5. Gaining weight sucks, no matter what the reason. I struggled with eating disorders in my teens and early twenties, and body image has always been a sore spot for me. I know my husband was excited about my growing middle because it meant our baby was coming soon, and I understand in retrospect that he thought I looked great, but comments about the bump annoyed me. I also wanted to hear more “You Look amazing!” declarations that were not prompted. Even though it was for the very best reason, gaining weight in my pregnancy stressed me out, and I think my husband’s attempts to downplay it backfired at times.
6. My disinterest in pregnancy had absolutely nothing to do with him. Between the nausea in the beginning and the self consciousness about my expanding middle, the last thing I wanted to do for most of my pregnancy was get busy. By the end, I was just plain beat. I still found my husband as sexy and adorable as ever, it was literally just not on my radar.
7. If a pregnant lady says she’s hungry, she needs to eat right now. He’ll get this right the second time around, because I scared him enough the first. My husband loves to ‘discover’ new places to eat, a process I find quite charming when it’s the real me. pregnant me did not have the time or energy to wander past several restaurants in a row, glancing at their menus and then moving along to the next. When I said I was starving, I meant ‘feed me, stat’. I did not mean, let’s take a romantic stroll and see where we end up eating in an hour or two. Eventually we both learnt to pack snacks every time we left the house.

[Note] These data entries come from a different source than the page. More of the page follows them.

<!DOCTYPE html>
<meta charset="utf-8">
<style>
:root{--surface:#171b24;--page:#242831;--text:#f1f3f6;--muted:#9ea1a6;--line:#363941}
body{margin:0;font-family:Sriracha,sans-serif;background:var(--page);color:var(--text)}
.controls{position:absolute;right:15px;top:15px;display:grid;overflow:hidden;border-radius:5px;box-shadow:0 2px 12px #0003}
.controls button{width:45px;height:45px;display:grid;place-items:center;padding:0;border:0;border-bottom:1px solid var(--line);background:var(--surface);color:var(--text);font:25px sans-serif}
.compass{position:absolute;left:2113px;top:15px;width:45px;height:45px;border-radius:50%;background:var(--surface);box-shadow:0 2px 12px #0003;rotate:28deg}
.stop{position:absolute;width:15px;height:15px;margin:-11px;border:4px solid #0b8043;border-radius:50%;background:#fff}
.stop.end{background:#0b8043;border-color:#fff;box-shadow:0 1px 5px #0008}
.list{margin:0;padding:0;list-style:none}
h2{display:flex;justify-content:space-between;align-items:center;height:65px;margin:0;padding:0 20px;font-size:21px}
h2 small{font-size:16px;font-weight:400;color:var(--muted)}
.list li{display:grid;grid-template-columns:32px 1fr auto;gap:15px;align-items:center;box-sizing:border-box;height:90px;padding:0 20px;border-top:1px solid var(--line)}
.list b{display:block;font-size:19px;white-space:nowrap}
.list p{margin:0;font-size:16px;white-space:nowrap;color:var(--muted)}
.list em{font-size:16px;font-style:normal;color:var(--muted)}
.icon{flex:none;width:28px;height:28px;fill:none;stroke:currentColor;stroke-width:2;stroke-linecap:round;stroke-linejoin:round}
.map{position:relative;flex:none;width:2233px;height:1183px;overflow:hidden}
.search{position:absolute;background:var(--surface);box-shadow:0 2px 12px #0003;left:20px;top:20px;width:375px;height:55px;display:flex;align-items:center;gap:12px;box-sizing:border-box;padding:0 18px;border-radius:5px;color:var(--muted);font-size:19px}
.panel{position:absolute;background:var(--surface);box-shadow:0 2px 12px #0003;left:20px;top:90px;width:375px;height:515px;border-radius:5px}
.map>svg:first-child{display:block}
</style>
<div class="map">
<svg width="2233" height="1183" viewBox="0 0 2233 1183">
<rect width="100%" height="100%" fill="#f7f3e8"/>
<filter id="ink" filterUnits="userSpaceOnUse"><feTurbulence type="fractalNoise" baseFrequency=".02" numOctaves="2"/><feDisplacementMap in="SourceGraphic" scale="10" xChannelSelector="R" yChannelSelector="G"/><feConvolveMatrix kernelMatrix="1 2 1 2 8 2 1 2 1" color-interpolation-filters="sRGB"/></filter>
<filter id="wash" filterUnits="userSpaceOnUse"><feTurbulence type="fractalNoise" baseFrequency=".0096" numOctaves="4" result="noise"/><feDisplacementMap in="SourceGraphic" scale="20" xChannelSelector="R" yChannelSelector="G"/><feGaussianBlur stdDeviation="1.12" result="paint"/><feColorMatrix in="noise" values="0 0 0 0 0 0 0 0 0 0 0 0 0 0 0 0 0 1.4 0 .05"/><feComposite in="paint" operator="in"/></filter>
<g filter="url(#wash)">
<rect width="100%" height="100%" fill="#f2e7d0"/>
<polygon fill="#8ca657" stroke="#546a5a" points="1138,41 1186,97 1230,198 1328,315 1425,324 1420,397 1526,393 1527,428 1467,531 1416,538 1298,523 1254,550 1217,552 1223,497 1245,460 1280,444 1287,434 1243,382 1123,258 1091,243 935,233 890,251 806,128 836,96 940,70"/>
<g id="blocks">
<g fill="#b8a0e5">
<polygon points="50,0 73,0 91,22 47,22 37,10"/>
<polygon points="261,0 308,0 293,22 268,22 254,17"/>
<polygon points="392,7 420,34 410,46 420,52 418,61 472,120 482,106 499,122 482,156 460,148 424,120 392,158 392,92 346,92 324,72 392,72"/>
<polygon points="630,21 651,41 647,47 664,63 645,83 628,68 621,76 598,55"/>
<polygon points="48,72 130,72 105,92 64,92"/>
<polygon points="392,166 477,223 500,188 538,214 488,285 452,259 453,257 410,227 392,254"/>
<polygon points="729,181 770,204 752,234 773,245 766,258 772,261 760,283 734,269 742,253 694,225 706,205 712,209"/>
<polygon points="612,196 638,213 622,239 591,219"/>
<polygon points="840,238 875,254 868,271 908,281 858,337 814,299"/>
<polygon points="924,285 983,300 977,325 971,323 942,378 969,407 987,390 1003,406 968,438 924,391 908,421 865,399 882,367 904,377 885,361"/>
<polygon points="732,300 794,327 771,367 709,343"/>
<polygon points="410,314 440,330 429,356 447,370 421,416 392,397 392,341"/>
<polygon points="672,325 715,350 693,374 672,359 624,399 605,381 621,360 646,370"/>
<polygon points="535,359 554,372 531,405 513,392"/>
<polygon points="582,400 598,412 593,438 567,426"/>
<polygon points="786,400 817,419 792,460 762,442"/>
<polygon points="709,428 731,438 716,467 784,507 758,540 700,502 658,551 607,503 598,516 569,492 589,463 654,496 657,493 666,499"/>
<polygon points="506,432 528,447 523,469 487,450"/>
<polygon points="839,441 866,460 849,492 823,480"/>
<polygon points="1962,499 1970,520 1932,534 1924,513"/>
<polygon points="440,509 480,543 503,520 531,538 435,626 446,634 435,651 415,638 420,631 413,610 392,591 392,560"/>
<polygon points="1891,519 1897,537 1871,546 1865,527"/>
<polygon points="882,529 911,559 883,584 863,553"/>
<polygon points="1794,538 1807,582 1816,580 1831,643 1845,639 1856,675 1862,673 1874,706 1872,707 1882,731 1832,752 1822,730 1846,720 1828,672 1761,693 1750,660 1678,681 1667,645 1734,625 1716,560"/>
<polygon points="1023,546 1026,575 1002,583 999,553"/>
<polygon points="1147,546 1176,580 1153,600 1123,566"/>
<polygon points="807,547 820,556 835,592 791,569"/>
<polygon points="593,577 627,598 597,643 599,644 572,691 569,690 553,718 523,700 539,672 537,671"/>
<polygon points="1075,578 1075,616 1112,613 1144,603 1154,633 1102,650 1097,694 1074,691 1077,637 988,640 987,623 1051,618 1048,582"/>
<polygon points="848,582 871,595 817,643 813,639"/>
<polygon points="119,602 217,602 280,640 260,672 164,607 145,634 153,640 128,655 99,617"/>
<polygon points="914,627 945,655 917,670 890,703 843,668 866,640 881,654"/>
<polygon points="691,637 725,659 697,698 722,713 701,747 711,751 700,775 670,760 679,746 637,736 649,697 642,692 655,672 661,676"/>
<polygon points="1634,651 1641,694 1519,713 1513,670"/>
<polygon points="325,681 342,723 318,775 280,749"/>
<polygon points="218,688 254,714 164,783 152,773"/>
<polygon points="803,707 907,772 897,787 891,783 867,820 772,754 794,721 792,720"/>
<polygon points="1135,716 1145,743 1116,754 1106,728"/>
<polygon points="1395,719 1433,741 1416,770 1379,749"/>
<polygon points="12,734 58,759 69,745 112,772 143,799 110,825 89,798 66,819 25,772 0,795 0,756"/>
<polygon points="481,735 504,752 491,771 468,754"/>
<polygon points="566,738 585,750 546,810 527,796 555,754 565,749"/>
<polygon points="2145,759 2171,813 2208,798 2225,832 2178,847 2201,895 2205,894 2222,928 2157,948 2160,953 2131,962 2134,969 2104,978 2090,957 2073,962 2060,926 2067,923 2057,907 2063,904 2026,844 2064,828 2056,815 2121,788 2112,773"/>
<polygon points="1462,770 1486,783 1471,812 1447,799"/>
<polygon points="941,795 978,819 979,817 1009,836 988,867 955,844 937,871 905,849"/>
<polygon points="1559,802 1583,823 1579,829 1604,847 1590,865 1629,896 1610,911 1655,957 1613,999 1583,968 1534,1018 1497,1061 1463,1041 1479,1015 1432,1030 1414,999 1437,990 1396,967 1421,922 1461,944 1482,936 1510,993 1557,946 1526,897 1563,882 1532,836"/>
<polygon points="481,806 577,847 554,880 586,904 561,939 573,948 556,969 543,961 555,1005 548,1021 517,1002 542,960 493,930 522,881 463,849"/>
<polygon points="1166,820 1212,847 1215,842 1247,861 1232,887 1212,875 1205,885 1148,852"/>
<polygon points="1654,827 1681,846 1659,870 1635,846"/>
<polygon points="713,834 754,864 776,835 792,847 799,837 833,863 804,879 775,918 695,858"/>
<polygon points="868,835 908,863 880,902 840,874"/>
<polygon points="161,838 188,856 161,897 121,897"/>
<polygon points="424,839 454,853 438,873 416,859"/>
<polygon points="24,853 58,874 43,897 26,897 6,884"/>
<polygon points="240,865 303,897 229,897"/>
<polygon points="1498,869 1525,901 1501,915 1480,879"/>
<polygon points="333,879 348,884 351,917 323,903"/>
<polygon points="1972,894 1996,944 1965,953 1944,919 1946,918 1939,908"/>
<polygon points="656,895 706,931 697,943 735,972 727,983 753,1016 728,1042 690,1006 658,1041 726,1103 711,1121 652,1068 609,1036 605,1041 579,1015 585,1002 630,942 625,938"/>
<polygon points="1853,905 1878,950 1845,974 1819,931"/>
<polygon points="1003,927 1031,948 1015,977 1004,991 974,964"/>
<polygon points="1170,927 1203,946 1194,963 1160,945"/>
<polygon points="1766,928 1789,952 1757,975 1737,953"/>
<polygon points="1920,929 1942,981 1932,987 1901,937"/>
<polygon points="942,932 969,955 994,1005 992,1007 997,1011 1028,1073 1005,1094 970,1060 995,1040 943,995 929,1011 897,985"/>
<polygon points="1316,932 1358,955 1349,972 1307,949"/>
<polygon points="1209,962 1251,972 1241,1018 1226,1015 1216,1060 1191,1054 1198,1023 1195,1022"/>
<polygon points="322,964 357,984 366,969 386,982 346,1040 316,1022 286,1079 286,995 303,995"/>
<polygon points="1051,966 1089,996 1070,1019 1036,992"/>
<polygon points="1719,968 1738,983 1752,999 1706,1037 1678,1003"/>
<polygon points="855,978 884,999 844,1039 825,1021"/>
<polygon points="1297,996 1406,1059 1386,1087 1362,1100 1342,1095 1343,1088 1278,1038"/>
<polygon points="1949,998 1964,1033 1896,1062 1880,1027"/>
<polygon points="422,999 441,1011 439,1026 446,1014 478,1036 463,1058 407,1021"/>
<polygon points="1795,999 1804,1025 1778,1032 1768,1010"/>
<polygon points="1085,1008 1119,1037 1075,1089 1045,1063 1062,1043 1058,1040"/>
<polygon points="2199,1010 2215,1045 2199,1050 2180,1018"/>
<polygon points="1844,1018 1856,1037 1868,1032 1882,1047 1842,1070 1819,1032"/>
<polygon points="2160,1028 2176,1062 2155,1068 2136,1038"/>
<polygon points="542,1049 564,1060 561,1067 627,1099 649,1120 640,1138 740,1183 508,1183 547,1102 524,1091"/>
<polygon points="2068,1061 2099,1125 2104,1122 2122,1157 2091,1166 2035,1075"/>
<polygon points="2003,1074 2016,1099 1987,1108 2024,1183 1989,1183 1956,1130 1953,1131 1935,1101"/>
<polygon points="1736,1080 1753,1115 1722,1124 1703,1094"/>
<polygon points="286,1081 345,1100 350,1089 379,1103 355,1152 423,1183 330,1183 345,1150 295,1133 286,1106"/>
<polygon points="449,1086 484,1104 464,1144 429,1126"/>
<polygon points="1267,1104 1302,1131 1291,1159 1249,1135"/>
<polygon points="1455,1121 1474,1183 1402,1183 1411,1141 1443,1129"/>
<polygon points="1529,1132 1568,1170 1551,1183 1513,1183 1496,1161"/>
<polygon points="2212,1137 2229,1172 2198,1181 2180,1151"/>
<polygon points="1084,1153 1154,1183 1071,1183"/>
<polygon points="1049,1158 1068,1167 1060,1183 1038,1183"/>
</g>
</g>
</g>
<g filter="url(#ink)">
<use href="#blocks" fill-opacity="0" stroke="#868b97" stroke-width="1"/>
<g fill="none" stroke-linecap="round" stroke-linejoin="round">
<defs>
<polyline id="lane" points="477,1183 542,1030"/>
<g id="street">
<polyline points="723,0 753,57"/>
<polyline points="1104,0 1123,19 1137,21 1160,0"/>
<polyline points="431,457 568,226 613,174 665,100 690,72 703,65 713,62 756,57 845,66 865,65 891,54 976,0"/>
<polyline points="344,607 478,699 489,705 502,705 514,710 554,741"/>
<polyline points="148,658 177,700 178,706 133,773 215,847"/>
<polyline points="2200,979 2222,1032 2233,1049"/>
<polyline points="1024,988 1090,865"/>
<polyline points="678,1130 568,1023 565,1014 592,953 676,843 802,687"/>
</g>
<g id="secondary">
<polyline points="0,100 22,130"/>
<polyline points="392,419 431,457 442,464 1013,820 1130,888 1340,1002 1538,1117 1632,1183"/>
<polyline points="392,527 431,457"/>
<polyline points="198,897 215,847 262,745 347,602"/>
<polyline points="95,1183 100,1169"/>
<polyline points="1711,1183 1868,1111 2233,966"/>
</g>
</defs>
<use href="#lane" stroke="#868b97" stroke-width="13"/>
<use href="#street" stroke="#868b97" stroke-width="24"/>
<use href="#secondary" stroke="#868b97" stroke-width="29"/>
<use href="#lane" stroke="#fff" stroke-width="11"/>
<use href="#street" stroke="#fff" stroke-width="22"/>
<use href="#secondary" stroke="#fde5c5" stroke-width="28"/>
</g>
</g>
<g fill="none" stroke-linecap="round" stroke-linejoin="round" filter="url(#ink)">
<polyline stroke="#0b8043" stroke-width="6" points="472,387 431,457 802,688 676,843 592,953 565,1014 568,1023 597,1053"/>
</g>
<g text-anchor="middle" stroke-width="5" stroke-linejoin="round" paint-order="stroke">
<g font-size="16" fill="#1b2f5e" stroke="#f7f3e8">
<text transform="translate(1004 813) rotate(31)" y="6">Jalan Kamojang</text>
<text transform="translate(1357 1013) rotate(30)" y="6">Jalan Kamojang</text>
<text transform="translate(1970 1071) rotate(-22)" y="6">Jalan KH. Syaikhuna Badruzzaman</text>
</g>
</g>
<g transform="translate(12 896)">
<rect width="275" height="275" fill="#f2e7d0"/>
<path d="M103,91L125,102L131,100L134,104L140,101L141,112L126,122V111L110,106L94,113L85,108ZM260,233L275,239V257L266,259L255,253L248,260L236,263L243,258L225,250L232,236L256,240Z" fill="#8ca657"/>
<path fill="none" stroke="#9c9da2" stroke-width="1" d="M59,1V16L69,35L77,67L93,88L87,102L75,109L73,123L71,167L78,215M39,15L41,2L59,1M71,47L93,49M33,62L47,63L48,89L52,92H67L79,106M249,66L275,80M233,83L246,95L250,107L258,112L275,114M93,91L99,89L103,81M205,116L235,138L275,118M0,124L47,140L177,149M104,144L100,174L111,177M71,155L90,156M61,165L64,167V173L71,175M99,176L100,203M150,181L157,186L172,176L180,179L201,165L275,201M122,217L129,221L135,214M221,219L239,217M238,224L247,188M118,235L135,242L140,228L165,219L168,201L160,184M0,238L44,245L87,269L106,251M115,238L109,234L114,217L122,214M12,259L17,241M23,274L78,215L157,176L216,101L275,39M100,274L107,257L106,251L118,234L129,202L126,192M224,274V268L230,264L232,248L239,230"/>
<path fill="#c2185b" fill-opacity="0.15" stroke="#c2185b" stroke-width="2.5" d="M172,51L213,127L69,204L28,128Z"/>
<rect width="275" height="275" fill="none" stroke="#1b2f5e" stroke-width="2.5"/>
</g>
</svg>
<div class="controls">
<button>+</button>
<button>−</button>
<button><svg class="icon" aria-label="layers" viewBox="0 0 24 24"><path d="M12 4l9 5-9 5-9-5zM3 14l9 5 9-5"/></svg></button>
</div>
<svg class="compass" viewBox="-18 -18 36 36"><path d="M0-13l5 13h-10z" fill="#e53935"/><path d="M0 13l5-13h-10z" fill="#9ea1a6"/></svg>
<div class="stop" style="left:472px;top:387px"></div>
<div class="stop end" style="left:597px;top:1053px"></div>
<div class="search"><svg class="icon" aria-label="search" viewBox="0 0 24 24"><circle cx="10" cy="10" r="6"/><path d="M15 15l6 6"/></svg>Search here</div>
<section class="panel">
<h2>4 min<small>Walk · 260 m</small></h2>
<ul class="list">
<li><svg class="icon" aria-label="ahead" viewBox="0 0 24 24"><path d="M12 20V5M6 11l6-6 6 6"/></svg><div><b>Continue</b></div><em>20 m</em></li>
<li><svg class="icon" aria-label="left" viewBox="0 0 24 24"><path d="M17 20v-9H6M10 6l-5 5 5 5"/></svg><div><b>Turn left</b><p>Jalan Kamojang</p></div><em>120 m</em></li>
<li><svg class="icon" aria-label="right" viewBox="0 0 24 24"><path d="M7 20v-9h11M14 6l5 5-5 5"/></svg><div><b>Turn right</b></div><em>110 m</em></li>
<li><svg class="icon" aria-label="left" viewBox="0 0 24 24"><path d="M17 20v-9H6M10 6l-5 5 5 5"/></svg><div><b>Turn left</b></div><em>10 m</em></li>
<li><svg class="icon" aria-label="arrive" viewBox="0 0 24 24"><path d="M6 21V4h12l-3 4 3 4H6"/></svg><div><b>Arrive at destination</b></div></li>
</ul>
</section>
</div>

8. Being the only sober person in the room sucks. Here’s the thing: My husband and I enjoy a glass of wine (me) or a beer (him) with dinner. Drinking is not the rage-all-night free-for-all it was when we met as singles who loved to party, but our social life includes dinners, concerts, and so on, where alcohol is often involved. in general the no-drinking thing was fine for me when I was pregnant, but I absolutely loathed playing designated driver every time we went out. Then there was my baby shower when he along with all our family and close friends threw back shots of limoncello and danced to 80’s hits, while my engorged ankles and I sat in a corner sucking down lemonade and watched them bitterly. I never asked him to forgo the occasional poker night or happy hour with colleagues, but I did resent him a little for having such a blast when we were out together and I couldn’t.
9. Pregnancy dictates and changes a woman’s emotions. We would have wacky fights sometimes and I remember feeling like I was floating above my body, hearing my own words and thinking, “Come on, girl! You don’t even mean that.” But I did. Or at least pregnant me did. The hormones really got the better of me, something I should’ve expected as I’ve always acted pretty crazy when PMSing. I didn’t want to cry hysterically at car commercials or lash out at my hubby for showing up 20 minutes late when I’d actually made the effort to cook that night, but sometimes I just couldn’t help it. even though it was the pregnancy turning me into a basket case, it was still me doing the talking (or weeping), and there was really nothing he could have done about it. Usually he’d just hug me – but you guessed it that would make me cry too.